We’re pleased to announce that the Aqua Container Security Platform is now available on the Google Cloud Marketplace. This is the industry’s first consumption-based security solution for containers, enabled for Kubernetes, providing full lifecycle container security from development to production.
The Aqua Container Security Platform is deployed directly on your Google Kubernetes Engine (GKE) cluster. Designed to deliver immediate value, it doesn’t require manual setup, which means you can instantly start scanning images, and ensure only trusted images are deployed into production. What’s more, you can also apply protection to your runtime environments that automatically prevents many types of malicious activity and container-related attacks in real-time.
Beyond simplified deployment on Google Cloud we offer straightforward, usage-based billing, where everything is billed through your Google Cloud account. It meters usage based on two dimensions – time and node size, where you can choose from three different node sizes – small, medium, and large (depending on your app requirements), and conveniently pay for security by the hour. On a large node (8+ vCPU), your security spend will be $0.33/ hour, and on a small node, your security spend will reduced to $0.05/ hour.
Once You Click to Deploy…
Both the Aqua Command Center and Aqua Enforcers are deployed on GKE. The Aqua Command Center is a central server and management console, providing image scanning embedded into your CI/CD tools and/or scanning your GCR container registry. This is also where you manage policy settings, integrations and alerts. The Aqua Enforcer is a lightweight sidecar container deployed on every protected worker node, where it monitors container behavior, enforces image assurance, provides runtime protection, and enforces container firewall policies.
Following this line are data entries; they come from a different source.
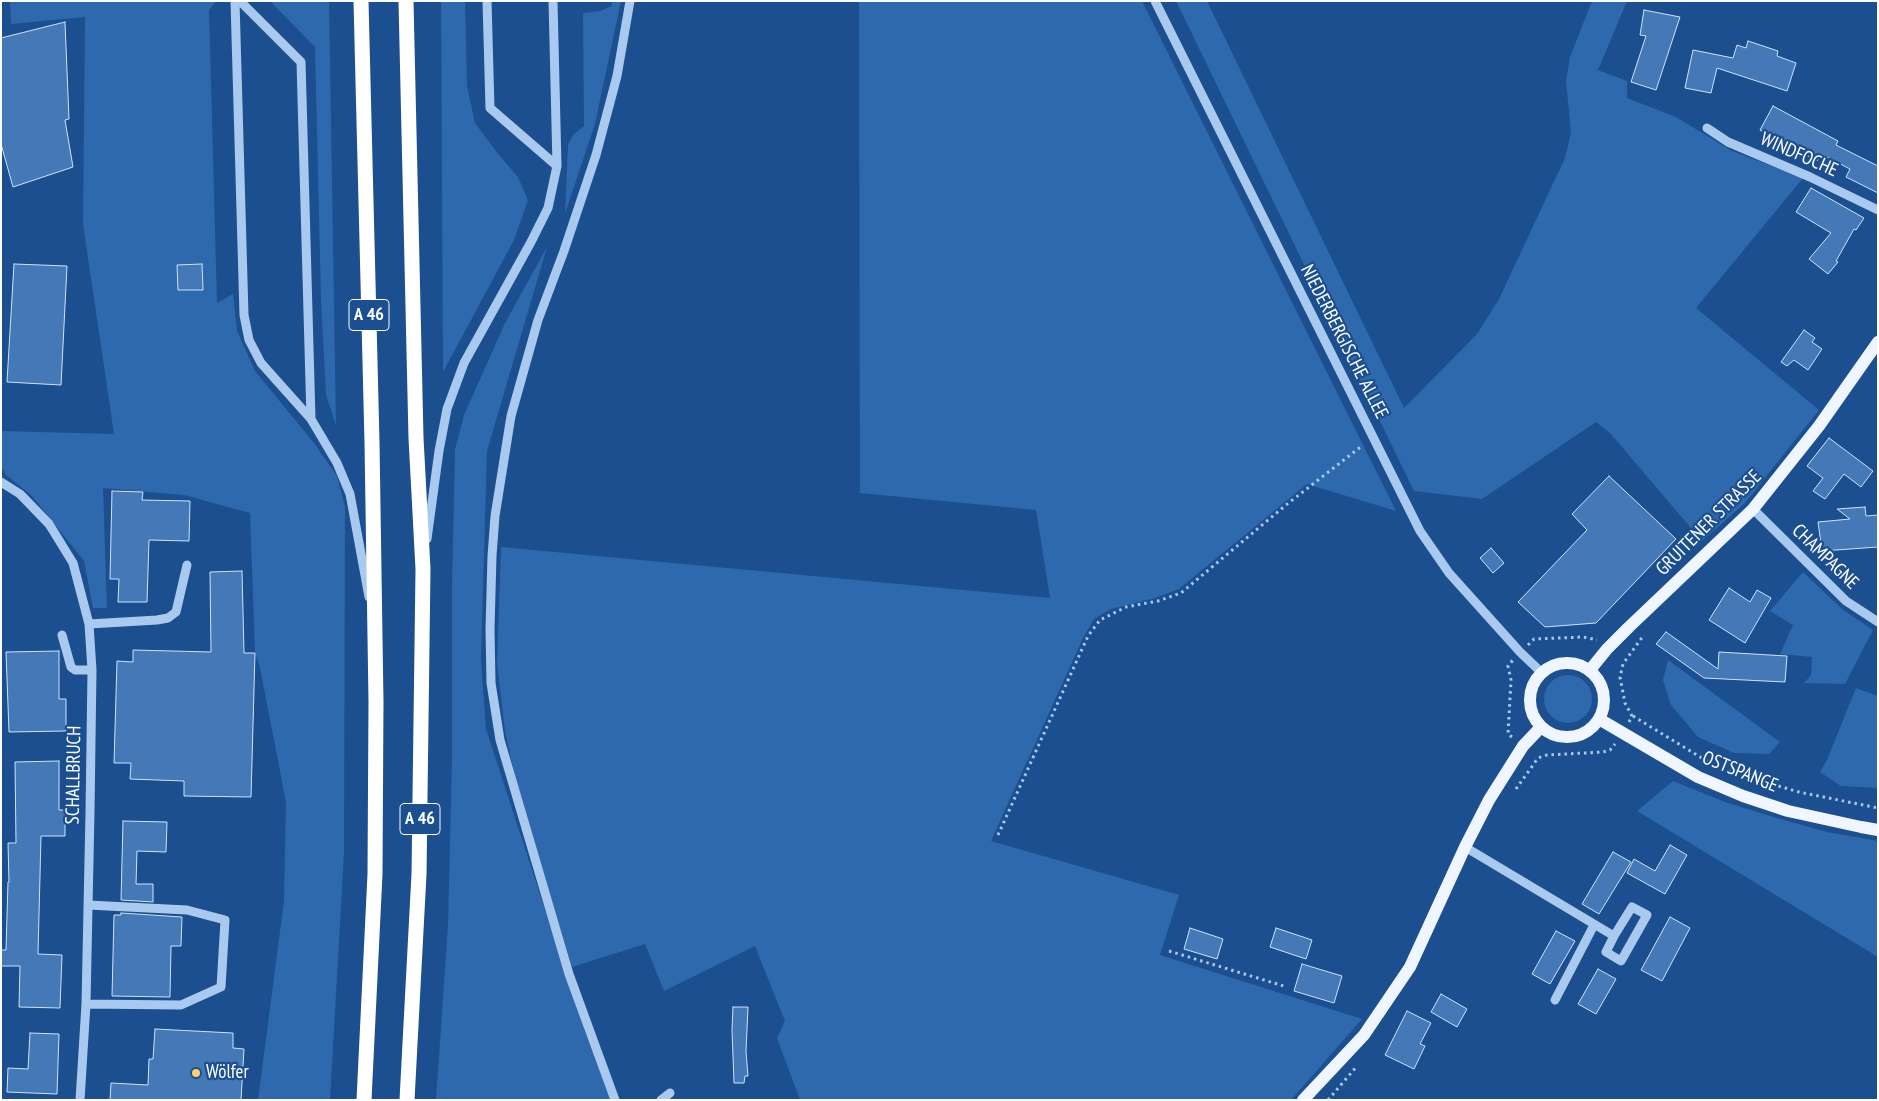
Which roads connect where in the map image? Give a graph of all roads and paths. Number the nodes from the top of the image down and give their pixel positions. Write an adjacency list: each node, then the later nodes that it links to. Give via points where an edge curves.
1 (235, 1): 13 (street, via 244,315 249,340 261,363)
2 (240, 1): 13 (street, via 302,62)
3 (361, 1): 21 (highway, A 46)
4 (406, 1): 18 (highway, A 46, via 416,438)
5 (487, 1): 10 (street, via 490,108)
6 (553, 1): 10 (street)
7 (630, 1): 44 (street, via 617,76 596,155 538,320 511,416 495,516 490,629 491,683 500,740 569,974)
8 (1155, 1): 14 (street, NIEDERBERGISCHE ALLEE)
9 (1707, 128): 11 (street, WINDFOCHE, via 1728,142)
10 (558, 166): 18 (street, via 548,208 464,363 447,409)
11 (1878, 210)
12 (1878, 342): 16 (main road, GRUITENER STRASSE, via 1819,426)
13 (311, 419): 21 (street, via 337,463 350,494)
14 (1373, 437): 25 (street, NIEDERBERGISCHE ALLEE, via 1434,553); 31 (path, via 1182,593 1126,607 1100,620 1088,636)
15 (1, 482): 20 (street, SCHALLBRUCH, via 20,494 49,524 73,563)
16 (1753, 510): 19 (street, CHAMPAGNE, via 1846,601); 24 (main road, GRUITENER STRASSE, via 1629,627)
17 (187, 565): 20 (street, via 176,612 168,618)
18 (423, 569): 43 (highway, A 46, via 420,874)
19 (1878, 622)
20 (89, 624): 23 (street, SCHALLBRUCH)
21 (375, 628): 42 (highway, A 46, via 375,874)
22 (62, 635): 23 (street, via 71,667)
23 (92, 670): 33 (street, SCHALLBRUCH)
24 (1590, 670): 25 (main road, via 1563,662); 27 (main road, via 1600,682 1604,696)
25 (1541, 672): 28 (main road, via 1531,689 1530,704 1534,718)
26 (1632, 716): 29 (path, via 1734,773 1799,792)
27 (1599, 719): 28 (main road, via 1585,733 1571,737 1556,736); 30 (main road, OSTSPANGE, via 1698,777 1743,796 1788,811)
28 (1542, 727): 32 (main road, via 1507,769)
29 (1878, 808)
30 (1878, 830)
31 (998, 835)
32 (1465, 847): 34 (street); 46 (main road, via 1410,967 1364,1035)
33 (88, 905): 39 (street, SCHALLBRUCH); 39 (street, via 187,910 225,920 221,987 182,1005)
34 (1594, 925): 35 (street); 38 (street)
35 (1614, 936): 35 (street, via 1606,952 1621,961 1647,915 1632,907)
36 (1169, 951): 37 (path)
37 (1287, 987)
38 (1555, 1000)
39 (86, 1004): 41 (street, SCHALLBRUCH)
40 (670, 1093): 45 (street)
41 (80, 1100)
42 (364, 1100)
43 (407, 1100)
44 (615, 1100)
45 (661, 1100)
46 (1303, 1100)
Aqua also integrates with Google Cloud Security Command Center (SCC). This integration provides a centralized, single-pane-of-glass view of all security data for GCP applications, as well as actionable insights. Your SOC analysts can view container/cluster/nodes inventory, vulnerability assessment data, user-level and container-level anomaly detections, and more.
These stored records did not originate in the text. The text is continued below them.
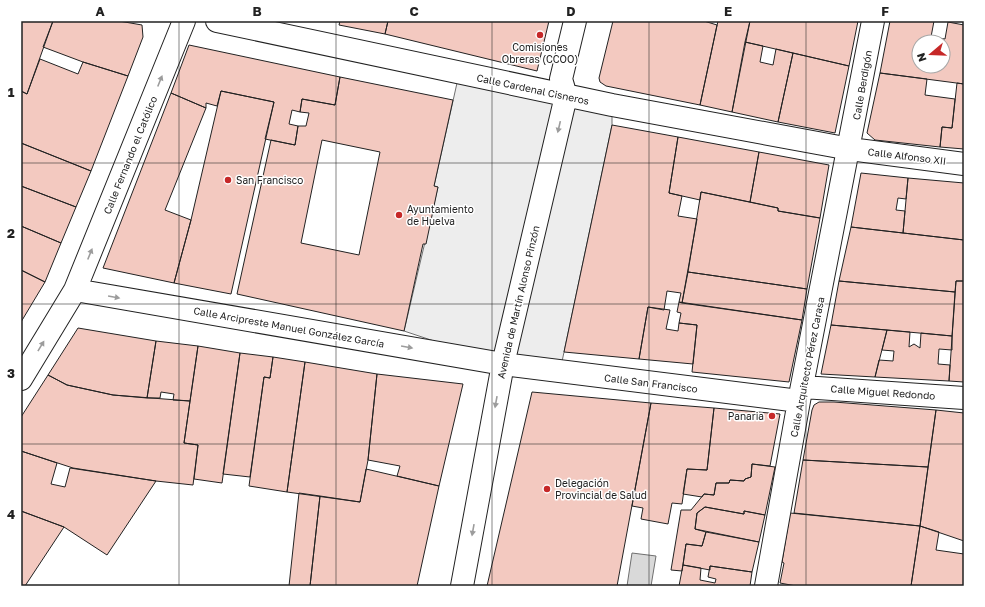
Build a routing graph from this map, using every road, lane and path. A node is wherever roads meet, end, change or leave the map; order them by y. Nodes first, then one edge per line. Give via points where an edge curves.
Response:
1 (184, 21) edge
2 (217, 21) edge
3 (574, 21) edge
4 (873, 21) edge
5 (566, 96) junction
6 (850, 149) junction
7 (964, 164) edge
8 (75, 290) junction
9 (503, 364) junction
10 (21, 380) edge
11 (801, 394) junction
12 (964, 398) edge
13 (462, 586) edge
14 (766, 586) edge

8 -> 1 street, Calle Fernando el Católico
2 - 5 street, Calle Cardenal Cisneros
3 - 5 street, Avenida de Martín Alonso Pinzón via 561,79
4 - 6 street, Calle Berdigón
5 - 6 street, Calle Cardenal Cisneros
5 -> 9 street, Avenida de Martín Alonso Pinzón
6 - 7 street, Calle Alfonso XII
6 - 11 street, Calle Arquitecto Pérez Carasa
8 -> 9 street, Calle Arcipreste Manuel González García
10 -> 8 street, Calle Fernando el Católico
9 - 11 street, Calle San Francisco
9 -> 13 street, Avenida de Martín Alonso Pinzón
11 - 12 street, Calle Miguel Redondo
11 - 14 street, Calle Arquitecto Pérez Carasa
Container Security: The Cloud-Native Way
The Aqua container security solution on Google Marketplace can be found here. You need to be logged-in with your “Kubernetes Engine Admin” credentials, add your Kubernetes cluster information, then choose the right plan for your app’s node size. You will be charged once you click ‘Deploy’.
Once you’ve completed setup, you can jump right in. The Aqua Command Center will map nodes in your Kubernetes cluster. You’ll be able to perform image risk assessments by connecting your Aqua to your Google Container Registry (under System -> Integrations) and scan images for vulnerabilities, malware, secrets, and misconfigurations. You’ll immediately see a visual summary of the issues found.
You can now set up and apply image assurance policies to ensure that only allowed images adhering to security and compliance guidelines will be deployed. For example, you can decide to block images that include blacklist packages from being deployed into a runtime environment. Or alternatively, you can decide not to block images that include vulnerabilities that cannot be fixed. Aqua provides a broad set of predefined controls for popular images.
Moving on to your runtime workloads, you can now see which containers are running and their security posture.
The next step is to establish runtime protection by setting up your runtime policies to ensure all containers comply with security and regulatory mandates, as well as with images least privileges principles.
And finally, you can view the recommended firewall rules Aqua automatically generates and enforces to prevent unauthorized network connections.
Last but not least, you can set up secrets store integration to ensure secrets are delivered securely to runtime containers. Aqua offers ready-to-use integration with multiple secrets stores, such as CyberArk, Hashicorp, and others. With Aqua, secrets can be rotated, updated, and revoked with no container downtime or restart.